Concorsi e università, perché non viene premiato il merito

di Milena Gabanelli e Simona Ravizza

Ogni tanto salta fuori un concorso truccato e, allora, si grida allo scandalo. Ma non c’è nemmeno bisogno di truccare le carte, vista la consuetudine a mettersi d’accordo sul finto rispetto delle procedure. Parliamo dell’università, il luogo che sforna i futuri professionisti e la futura classe dirigente e dove a fare la differenza è la qualità del corpo docente. Ebbene, le falle aperte nei meccanismi di reclutamento dei professori universitari vanno avanti da più di quarant’anni. Dal 1980 le norme sono cambiate quattro volte senza aver mai intaccato il cuore del problema: più attenzione alla cordata di appartenenza del candidato che alla sua preparazione.
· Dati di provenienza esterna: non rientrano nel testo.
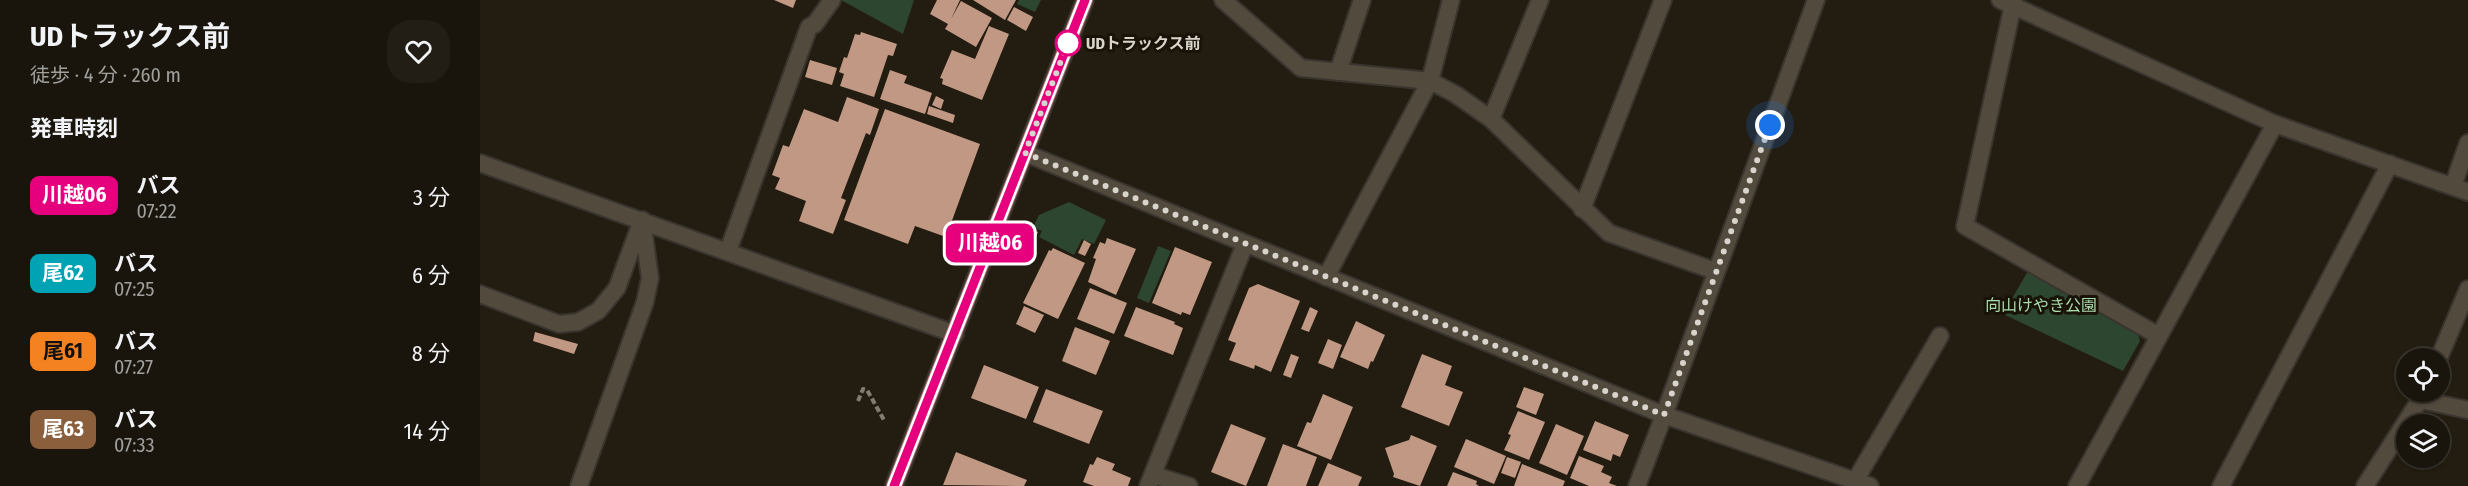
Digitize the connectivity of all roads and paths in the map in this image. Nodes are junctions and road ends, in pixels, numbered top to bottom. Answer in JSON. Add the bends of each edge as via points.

E questo disprezzo per il merito condanna il nostro Paese a essere fuori dalla top 100 delle migliori università mondiali. Nonostante la prima università europea sia proprio nata in Italia.

E questo disprezzo per il merito condanna il nostro Paese a essere fuori dalla top 100 delle migliori università mondiali

I ruoli

La carriera dentro i 97 atenei italiani inizia con il dottorato e l’assegno di ricerca, poi segue il titolo da ricercatore. Quindi si diventa associati (II fascia) e infine ordinari (I fascia). In totale, i professori sono 37.996. Il loro impegno tra lezioni, esercitazioni, laboratori e seminari, è di un minimo di 120 ore all’anno. Lo stipendio parte da 2.400 euro netti al mese per gli associati, e da 3.300 euro per gli ordinari.

Dal concorso nazionale a quello locale

La stima è che, di quelli in carica oggi, poco più di 29 mila siano stati selezionati con le vecchie norme. La prima grande riforma è il Dpr 382 del 1980 firmato dall’allora presidente della Repubblica Sandro Pertini: nasce la distinzione tra la figura dell’associato da quella dell’ordinario, entrambi selezionati attraverso un concorso nazionale. Prendiamo Economia, la commissione che valuta chi vuole diventare associato è scelta così: sorteggiati ventisette professori della stessa disciplina e poi tutti i professori di Economia d’Italia ne eleggono nove. Quella che, invece, valuta gli ordinari è formata al contrario: prima vengono eletti gli aspiranti commissari e poi vengono sorteggiati cinque tra i più votati. Una volta stilata la lista dei vincitori, le facoltà che hanno bandito il posto deliberano la chiamata, anche in base alle preferenze indicate dall’aspirante professore. Ma il meccanismo viene considerato troppo rigido, perché non garantisce agli atenei la possibilità di scegliere il candidato con il profilo più adatto alle proprie esigenze, che può non coincidere con il migliore candidato in termini assoluti. Nel 1998 la legge 210 del governo Prodi, ministro dell’Istruzione Luigi Berlinguer, decreta la fine dei concorsi nazionali. Ogni università si fa il suo. I commissari sono cinque, uno interno indicato dalla facoltà e quattro esterni eletti dai loro colleghi. Risultato: su cento aspiranti, gli interni che partecipano alla selezione sono ventiquattro e vincono il posto in un caso su due. Il rischio, che i numeri fotografano senza via di scampo, è che sia dato un eccessivo vantaggio a chi è già dentro la facoltà che bandisce il concorso, con un esito già predeterminato a favore del candidato interno, indipendentemente dalle sue qualità. Le commissioni sono disponibili ad accogliere le preferenze dell’ateneo – che è rappresentato dal commissario interno – e meno attente alla qualità oggettiva dei candidati. Il principio è che oggi tu accontenti me, e io domani accontenterò te.